B.         QUESTION EN LITIGE

9.          La question en litige est de savoir si l'appelante était un particulier admissible à l'égard de Tyson et de Robert (les « garçons » ) à partir de juillet 2002 et si par conséquent, elle avait droit à la PFE et au CTPS à l'égard des garçons pour la période allant de juillet 2002 à octobre 2003 ( « la période » ).

C.         DISPOSITIONS DE LA LOI INVOQUÉES

10.        Il s'appuie sur les articles 122.5, 122.6 et 122.61 de la Loi ainsi modifiée pour les années de base 2001 et 2002.

D.         MOYENS INVOQUÉS ET RÉPARATIONS SOLLICITÉES

11.        Il fait valoir qu'au cours de la période, les garçons étaient des « personnes à charge admissibles » au sens de l'article 122.6 de la Loi.
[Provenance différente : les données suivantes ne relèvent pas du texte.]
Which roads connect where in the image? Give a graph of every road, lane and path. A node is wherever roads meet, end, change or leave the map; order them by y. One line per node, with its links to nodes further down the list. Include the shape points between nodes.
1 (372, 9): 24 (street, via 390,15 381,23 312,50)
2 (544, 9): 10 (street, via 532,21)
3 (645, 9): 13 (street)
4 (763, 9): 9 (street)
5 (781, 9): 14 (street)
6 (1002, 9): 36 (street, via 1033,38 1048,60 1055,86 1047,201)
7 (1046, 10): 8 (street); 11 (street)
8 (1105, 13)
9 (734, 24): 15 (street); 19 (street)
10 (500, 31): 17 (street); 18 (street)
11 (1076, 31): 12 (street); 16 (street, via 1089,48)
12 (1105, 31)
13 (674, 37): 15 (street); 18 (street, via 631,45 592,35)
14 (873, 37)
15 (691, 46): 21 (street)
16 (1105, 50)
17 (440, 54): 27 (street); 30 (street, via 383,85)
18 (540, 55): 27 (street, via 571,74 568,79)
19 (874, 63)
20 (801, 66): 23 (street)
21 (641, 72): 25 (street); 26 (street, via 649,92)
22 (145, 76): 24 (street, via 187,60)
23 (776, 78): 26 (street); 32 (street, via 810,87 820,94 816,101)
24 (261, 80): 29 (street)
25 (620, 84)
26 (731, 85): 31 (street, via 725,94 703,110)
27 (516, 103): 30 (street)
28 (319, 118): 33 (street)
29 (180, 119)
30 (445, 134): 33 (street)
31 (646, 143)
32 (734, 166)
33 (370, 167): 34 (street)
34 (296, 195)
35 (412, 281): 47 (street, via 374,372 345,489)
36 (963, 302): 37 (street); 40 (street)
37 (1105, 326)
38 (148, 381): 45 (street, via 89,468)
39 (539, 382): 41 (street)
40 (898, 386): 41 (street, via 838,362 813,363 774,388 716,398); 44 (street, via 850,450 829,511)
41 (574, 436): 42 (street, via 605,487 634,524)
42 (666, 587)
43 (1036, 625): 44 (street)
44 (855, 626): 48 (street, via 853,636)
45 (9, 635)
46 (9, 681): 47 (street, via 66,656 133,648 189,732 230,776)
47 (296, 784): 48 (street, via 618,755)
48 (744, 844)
12.        De plus, comme les garçons résidaient avec M. Rotzetter pendant la période et que M. Rotzetter était la personne qui assumait principalement la responsabilité du soin et de l'éducation des deux garçons, celui-ci était un particulier admissible à l'égard des garçons à partir de juillet 2002 et par conséquent, l'appelante n'avait pas droit à la PFE pour la période.

13.        Il soutient que le ministre a déterminé à juste titre que les garçons n'étaient pas des personnes à charge admissibles à l'égard de l'appelante au cours de la période aux termes des paragraphes 122.5(1) et 122.5(5), et de l'article 122.6 de la Loi, et que dans ces conditions, le montant du CTPS auquel l'appelante avait droit pour la période a été calculé correctement, conformément à l'article 122.5 de la Loi.
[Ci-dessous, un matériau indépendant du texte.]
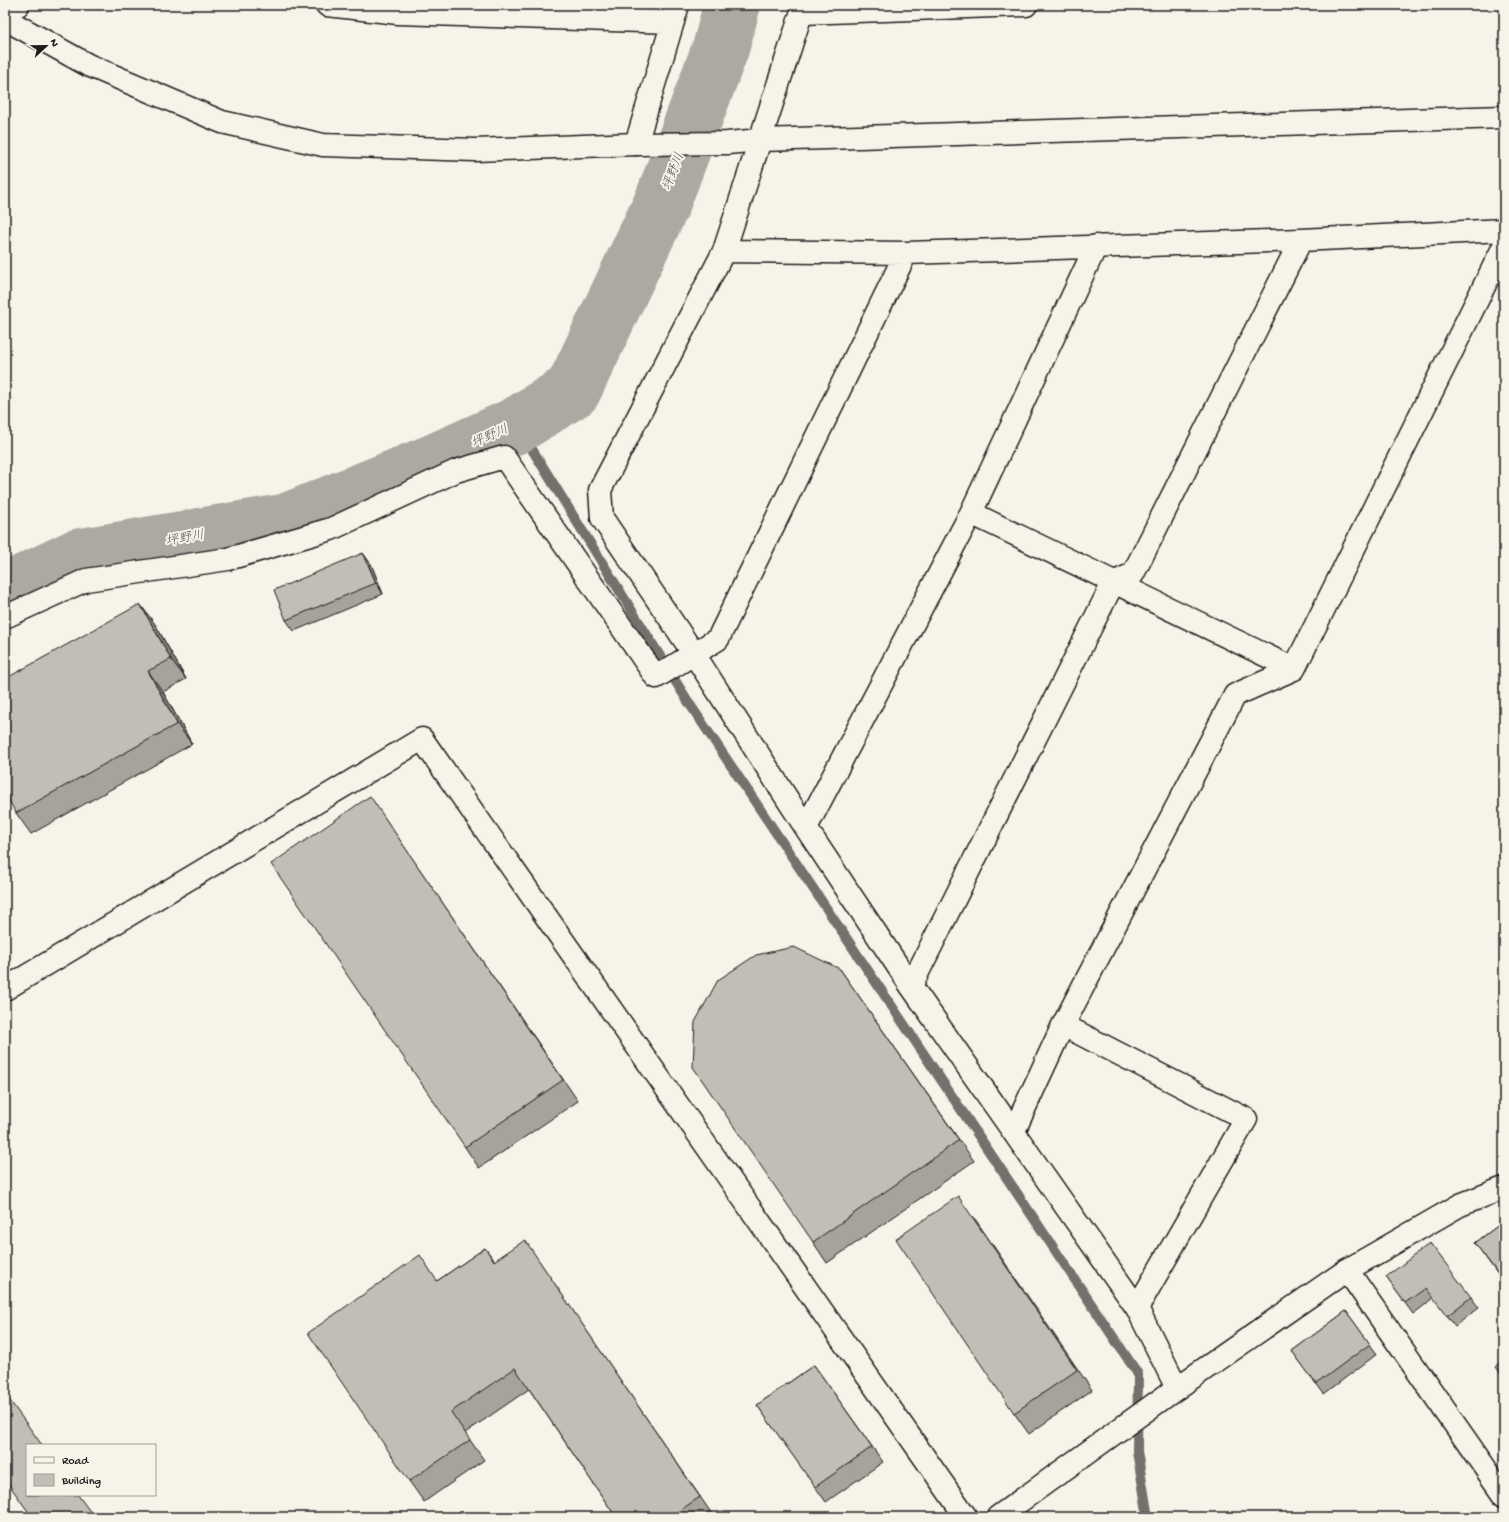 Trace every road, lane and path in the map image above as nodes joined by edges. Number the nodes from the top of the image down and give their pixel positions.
1 (18, 5) edge
2 (327, 5) edge
3 (1026, 5) edge
4 (1003, 6) edge
5 (405, 9) edge
6 (803, 9) edge
7 (5, 12) edge
8 (676, 13) edge
9 (5, 19) edge
10 (1504, 117) edge
11 (761, 140) junction
12 (636, 144) junction
13 (1504, 230) edge
14 (1301, 240) junction
15 (1096, 246) junction
16 (1504, 246) edge
17 (724, 251) junction
18 (906, 253) junction
19 (971, 513) junction
20 (1113, 583) junction
21 (5, 617) edge
22 (694, 654) junction
23 (1294, 670) junction
24 (806, 828) junction
25 (912, 986) junction
26 (5, 989) edge
27 (1063, 1025) junction
28 (1014, 1130) junction
29 (1504, 1188) edge
30 (1347, 1270) junction
31 (1137, 1308) junction
32 (1177, 1388) junction
33 (1504, 1495) edge
34 (966, 1517) edge
35 (998, 1517) edge

1 - 7 street
2 - 5 street
3 - 4 street
4 - 6 street
5 - 8 street
6 - 11 street
8 - 12 street
9 - 12 street
10 - 11 street
11 - 12 street
11 - 17 street
13 - 14 street
14 - 15 street
14 - 20 street
15 - 18 street
15 - 19 street
16 - 23 street
17 - 18 street
17 - 22 street
18 - 22 street
19 - 20 street
19 - 24 street
20 - 23 street
20 - 25 street
21 - 22 street
22 - 24 street
23 - 27 street
24 - 25 street
25 - 28 street
26 - 34 street
27 - 28 street
27 - 31 street
28 - 31 street
29 - 30 street
30 - 32 street
30 - 33 street
31 - 32 street
32 - 35 street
[3]      Aucune des hypothèses posées par les faits sur lesquels le ministre s'est appuyé n'a été réfutée par la preuve, excepté les hypothèses énoncées aux points f) et h) du paragraphe 8 qui font l'objet du litige.

[4]      Il ressort clairement de l'ordonnance rendue par le juge Blair en date du 9 avril 2002 (pièce A-1) que celui-ci a ordonné que Michelle soit nommée « personne qui assume principalement la responsabilité pour le soin et l'éducation de la personne à charge » au sens de la définition du terme « particulier admissible » que renferme l'article 122.6 de la Loi. Dans cet esprit, l'alinéa f) de cette définition présume que la mère, Michelle, est ce « particulier admissible » . La présomption ne s'applique toutefois pas dans les circonstances décrites aux articles 6300 à 6302 de la partie LXIII du Règlement de l'impôt sur le revenu. Dans la présente affaire, Ron a déposé un avis où il déclarait Robert et Tyson comme personnes à charge admissibles pour la période allant de juillet 2002 à octobre 2003 parce qu'il affirmait que les garçons résidaient avec lui, dans sa maison située à un pâté de maisons et demi de la maison de Michelle.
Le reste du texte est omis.